DIEMA
- Country: Bulgaria
- Broadcast area: Bulgaria
- Headquarters: Sofia, Bulgaria

Programming
- Language: Bulgarian
- Picture format: 16:9 576i (DVB) 4:3 480p (DVB) 4:3 720p (DVB)

Ownership
- Owner: United Group
- Parent: Nova Broadcasting Group
- Sister channels: Nova; Kino Nova; Nova News; Nova Sport; Diema Family; Diema Sport; Diema Sport 2; Diema Sport 3; The Voice; Magic TV;

History
- Launched: 15 May 1999
- Former names: Diema+ (1999-2007)

Links
- Website: http://www.diema.bg/

= Diema =

Bulgarian television channel

DIEMA (Диема) is a Bulgarian television channel, part of Nova Broadcasting Group, owned by United Group. The channel airs mainly films and action series.
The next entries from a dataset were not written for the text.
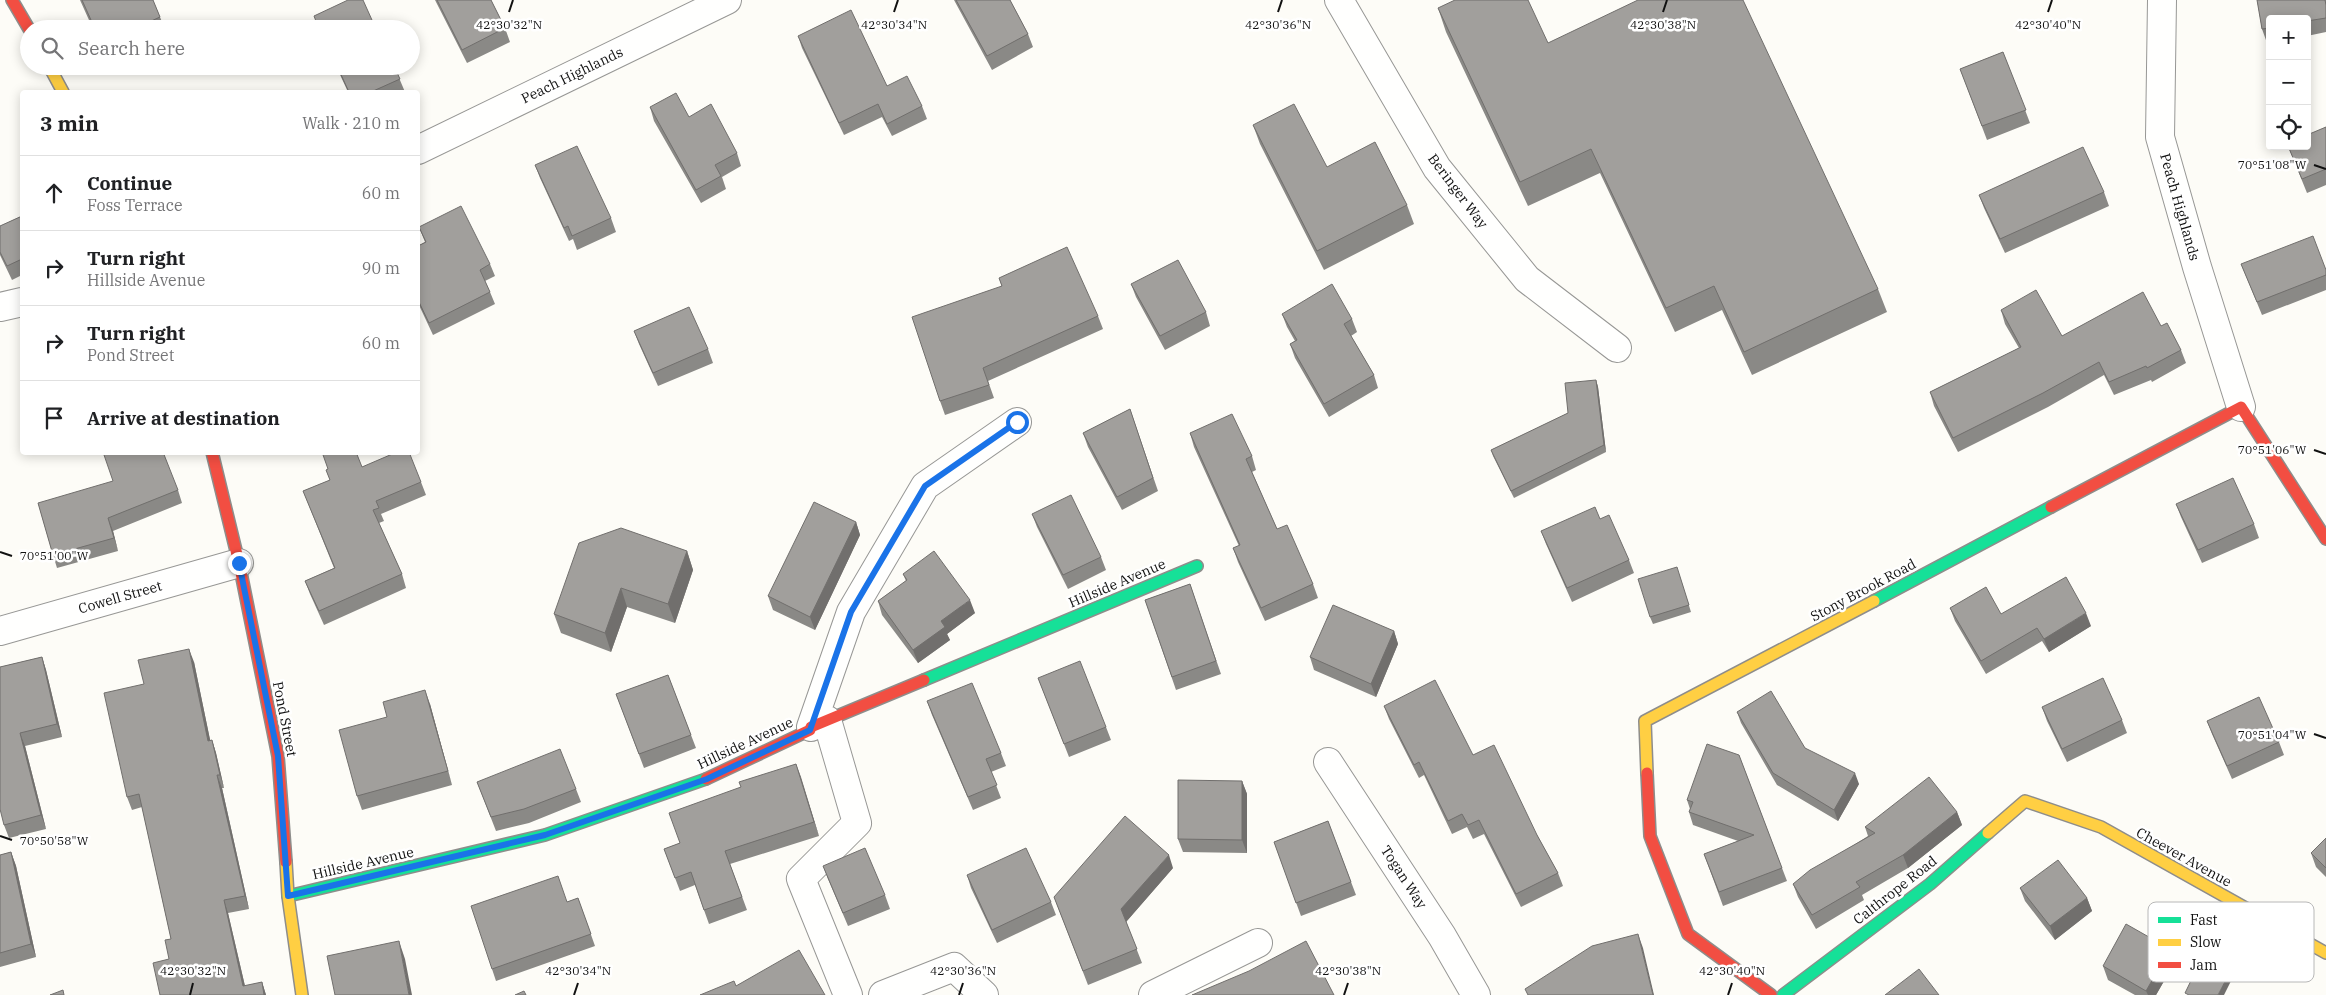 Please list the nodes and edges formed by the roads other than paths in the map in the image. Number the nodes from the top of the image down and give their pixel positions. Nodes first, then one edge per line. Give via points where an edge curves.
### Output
1 (12, 0) edge
2 (727, 0) edge
3 (1339, 0) edge
4 (2162, 0) edge
5 (24, 20) edge
6 (54, 75) edge
7 (62, 90) edge
8 (420, 149) edge
9 (20, 302) edge
10 (0, 307) edge
11 (1617, 348) dead end
12 (2242, 407) junction
13 (1017, 422) dead end
14 (213, 455) edge
15 (2326, 539) edge
16 (239, 563) junction
17 (1197, 566) dead end
18 (0, 631) edge
19 (819, 724) junction
20 (1328, 762) dead end
21 (2022, 804) joint
22 (288, 896) junction
23 (2235, 902) edge
24 (1258, 944) dead end
25 (2314, 946) edge
26 (2326, 953) edge
27 (302, 995) edge
28 (848, 995) edge
29 (883, 995) edge
30 (984, 995) edge
31 (1153, 995) edge
32 (1476, 995) edge
33 (1771, 995) edge
34 (1783, 995) edge

1 - 5 street
2 - 8 street, Peach Highlands
3 - 11 street, Beringer Way via 1438,168 1527,280
4 - 12 street, Peach Highlands via 2160,136 2197,267
6 - 7 street
9 - 10 street
12 - 15 street
12 - 33 street, Stony Brook Road via 1645,721 1650,836 1688,934
13 - 19 street via 925,486 851,612
14 - 16 street, Pond Street
16 - 18 street, Cowell Street
16 - 22 street, Pond Street via 278,756
17 - 19 street, Hillside Avenue
19 - 22 street, Hillside Avenue via 707,779 545,835
19 - 28 street via 857,823 801,879
20 - 32 street, Togan Way via 1442,936
21 - 23 street, Cheever Avenue via 2025,801 2101,827
21 - 34 street, Calthrope Road via 1930,884
22 - 27 street, Pond Street
24 - 31 street
25 - 26 street, Cheever Avenue
29 - 30 street via 954,967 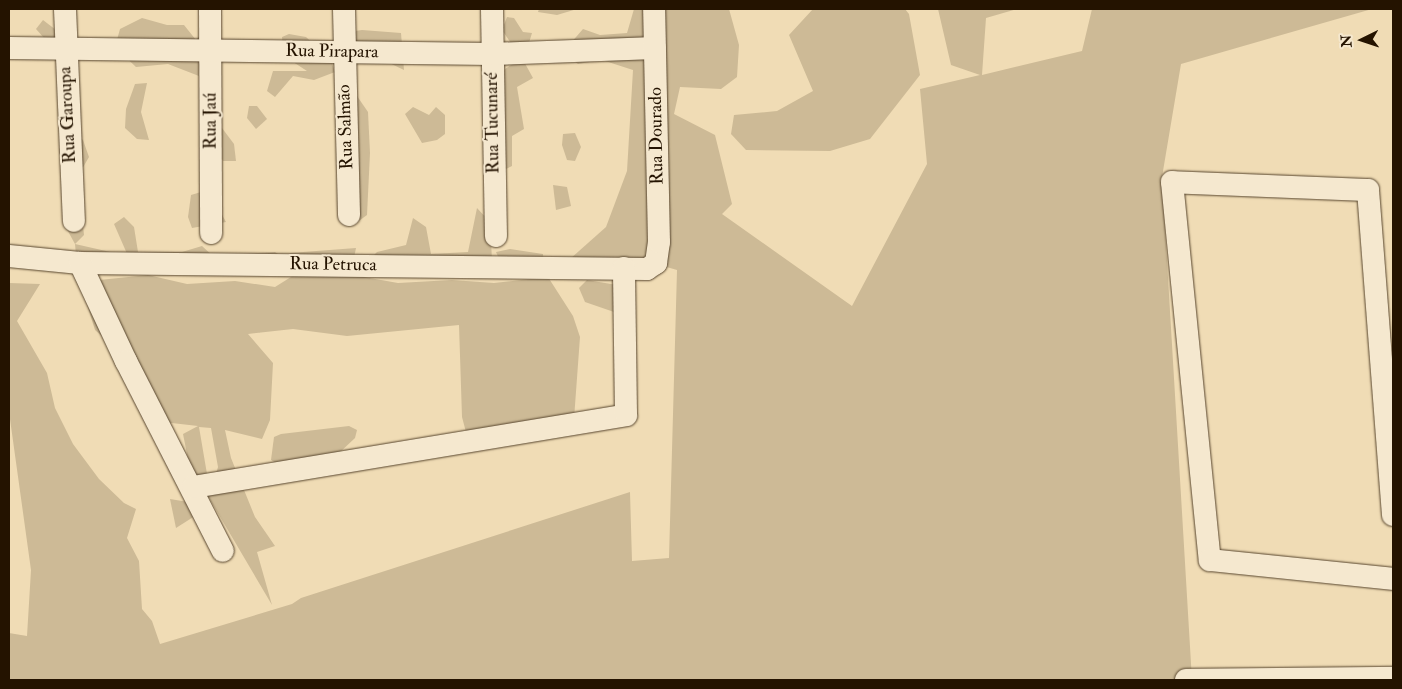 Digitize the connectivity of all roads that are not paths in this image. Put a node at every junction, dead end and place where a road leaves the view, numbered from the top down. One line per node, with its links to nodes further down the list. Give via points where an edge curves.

Along with Nova Sport and Diema Sport airs sports, including matches from the English FA Premier League, the FA Cup and the UEFA European Football Championship qualifications, as well as the England national football team home matches.

==History==
Diema Vision was founded on 15 May 1999 by Emil Slavchev, Kalina Mihaylova, Anatoli Belchev and Asen Radulov. The first owned channel was Diema +. Initially it broadcast 12 hours a day, starting a 24-hour schedule in November 1999. Over the years, the channel proved popular, and the company launched a second channel - Diema 2, in 2003. At the end of 2005, it was sold to Apace Media, owned by Kamen Vodenicharov. In March 2007, Diema Vision became part of Balkan Media Group Limited, a joint venture between Apace Media Group UK and the international entertainment-broadcasting group Modern Times Group MTG AB and re-branded the main channel only as Diema, dropping the "plus" from its name. In March 2009, MTG announced an agreement that would see the assets of Balkan Media Group Limited merge with the newly acquired Nova television. On 12 September 2011, the channel changed its look and logo again alongside the other Nova TV channels.